Segment Start: Data to process
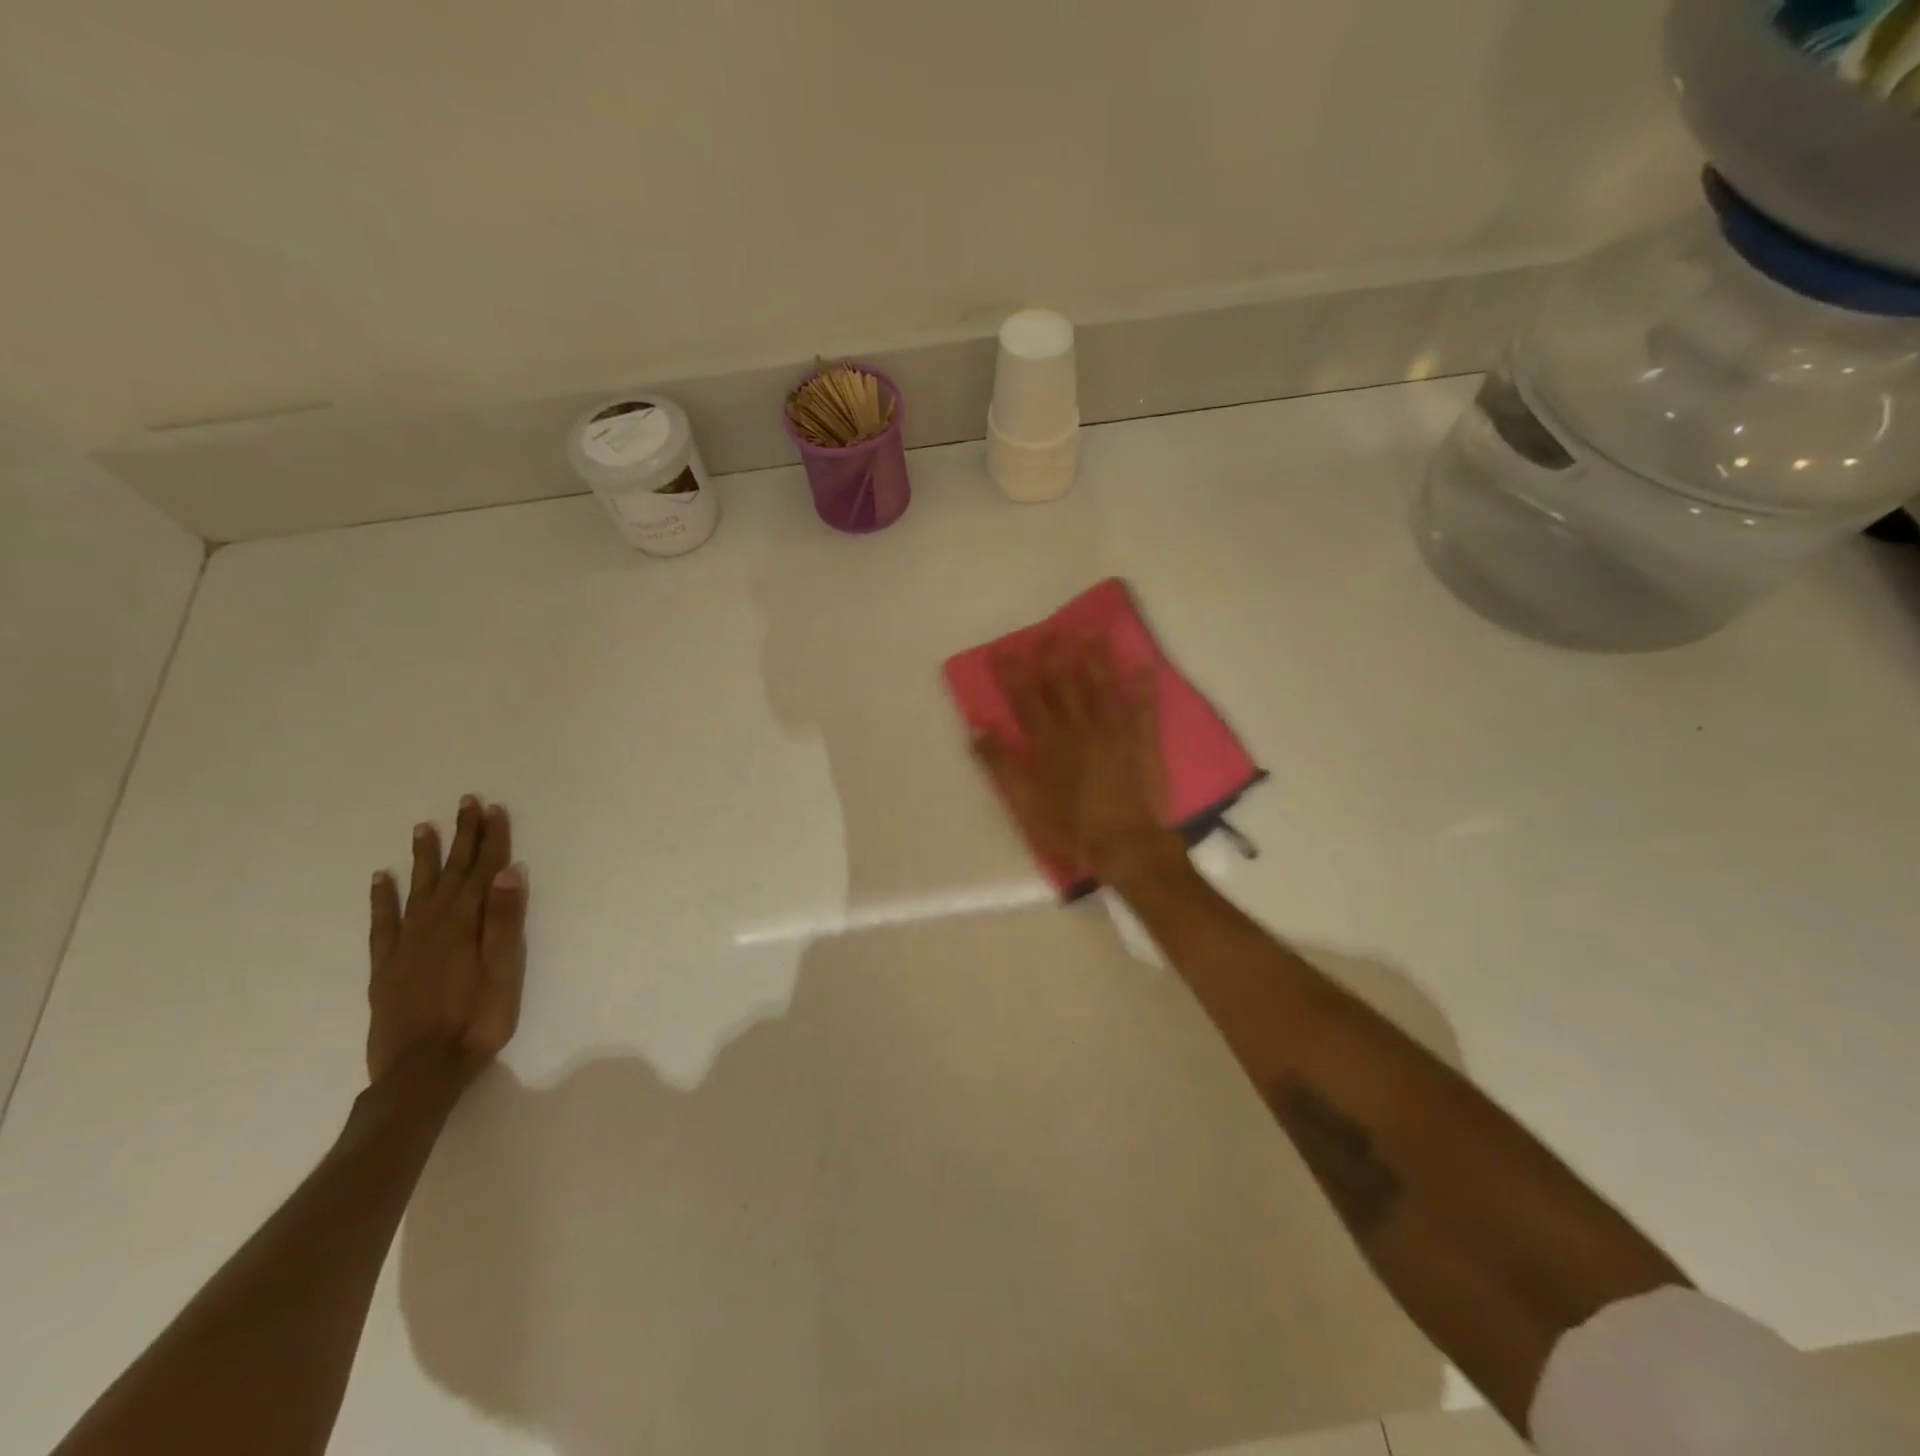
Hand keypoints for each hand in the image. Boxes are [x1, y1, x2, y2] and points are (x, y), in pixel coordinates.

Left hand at [367, 795, 528, 1083]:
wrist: (421, 1072)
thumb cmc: (477, 1020)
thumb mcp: (504, 971)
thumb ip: (505, 920)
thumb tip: (510, 871)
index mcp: (465, 924)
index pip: (482, 871)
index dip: (490, 839)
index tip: (494, 809)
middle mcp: (433, 925)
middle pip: (452, 872)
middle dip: (462, 836)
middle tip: (467, 803)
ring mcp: (405, 944)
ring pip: (418, 888)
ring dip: (425, 857)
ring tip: (425, 827)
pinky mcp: (386, 966)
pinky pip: (383, 922)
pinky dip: (382, 897)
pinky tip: (381, 878)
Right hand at [971, 636, 1180, 882]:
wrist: (1124, 844)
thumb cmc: (1069, 827)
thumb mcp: (1023, 802)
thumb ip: (1000, 764)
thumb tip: (977, 729)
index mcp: (1048, 741)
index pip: (1025, 698)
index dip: (1014, 673)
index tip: (1004, 650)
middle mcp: (1079, 726)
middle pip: (1063, 683)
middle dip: (1054, 655)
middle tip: (1049, 631)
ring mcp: (1113, 730)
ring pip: (1101, 685)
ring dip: (1094, 658)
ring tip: (1090, 633)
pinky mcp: (1142, 740)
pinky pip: (1144, 707)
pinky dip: (1144, 686)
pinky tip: (1144, 665)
Segment End: Data to process
*Problem:*
Reprint the whole listing above exactly, taking out the pictures.

*Solution:*
Hand keypoints for each hand in the image. Boxes are [x1, y1, x2, y2] and points are (x, y), in pixel coordinates.

Left hand at [367, 795, 528, 1083]:
wrist: (421, 1072)
thumb cmc: (477, 1020)
thumb mcp: (504, 971)
thumb ip: (505, 920)
thumb tip: (510, 871)
index mcp: (465, 924)
index pip: (482, 871)
index dip: (490, 839)
index tip: (494, 809)
middle mcp: (433, 925)
middle pip: (452, 872)
middle dip: (462, 836)
middle tip: (467, 803)
ring mcp: (405, 944)
ring pip: (418, 888)
ring dip: (425, 857)
ring tip: (425, 827)
pinky mcp: (386, 966)
pinky pip: (383, 922)
pinky dip: (382, 897)
pinky tip: (381, 878)
Right hand at [971, 636, 1180, 882]:
wrist: (1124, 844)
thumb cmc: (1069, 827)
thumb mcp: (1023, 802)
thumb ip: (1000, 764)
thumb tip: (977, 729)
index mcp: (1048, 741)
index pip: (1025, 698)
index dip: (1014, 673)
index tip: (1004, 650)
middle mcp: (1079, 726)
middle pip: (1063, 683)
middle dip: (1054, 655)
middle tip: (1049, 631)
ring mcp: (1113, 730)
ring pip: (1101, 685)
ring dip: (1094, 658)
ring tip: (1090, 633)
pinky mcp: (1142, 740)
pinky pip: (1144, 707)
pinky dip: (1144, 686)
pinky tip: (1144, 665)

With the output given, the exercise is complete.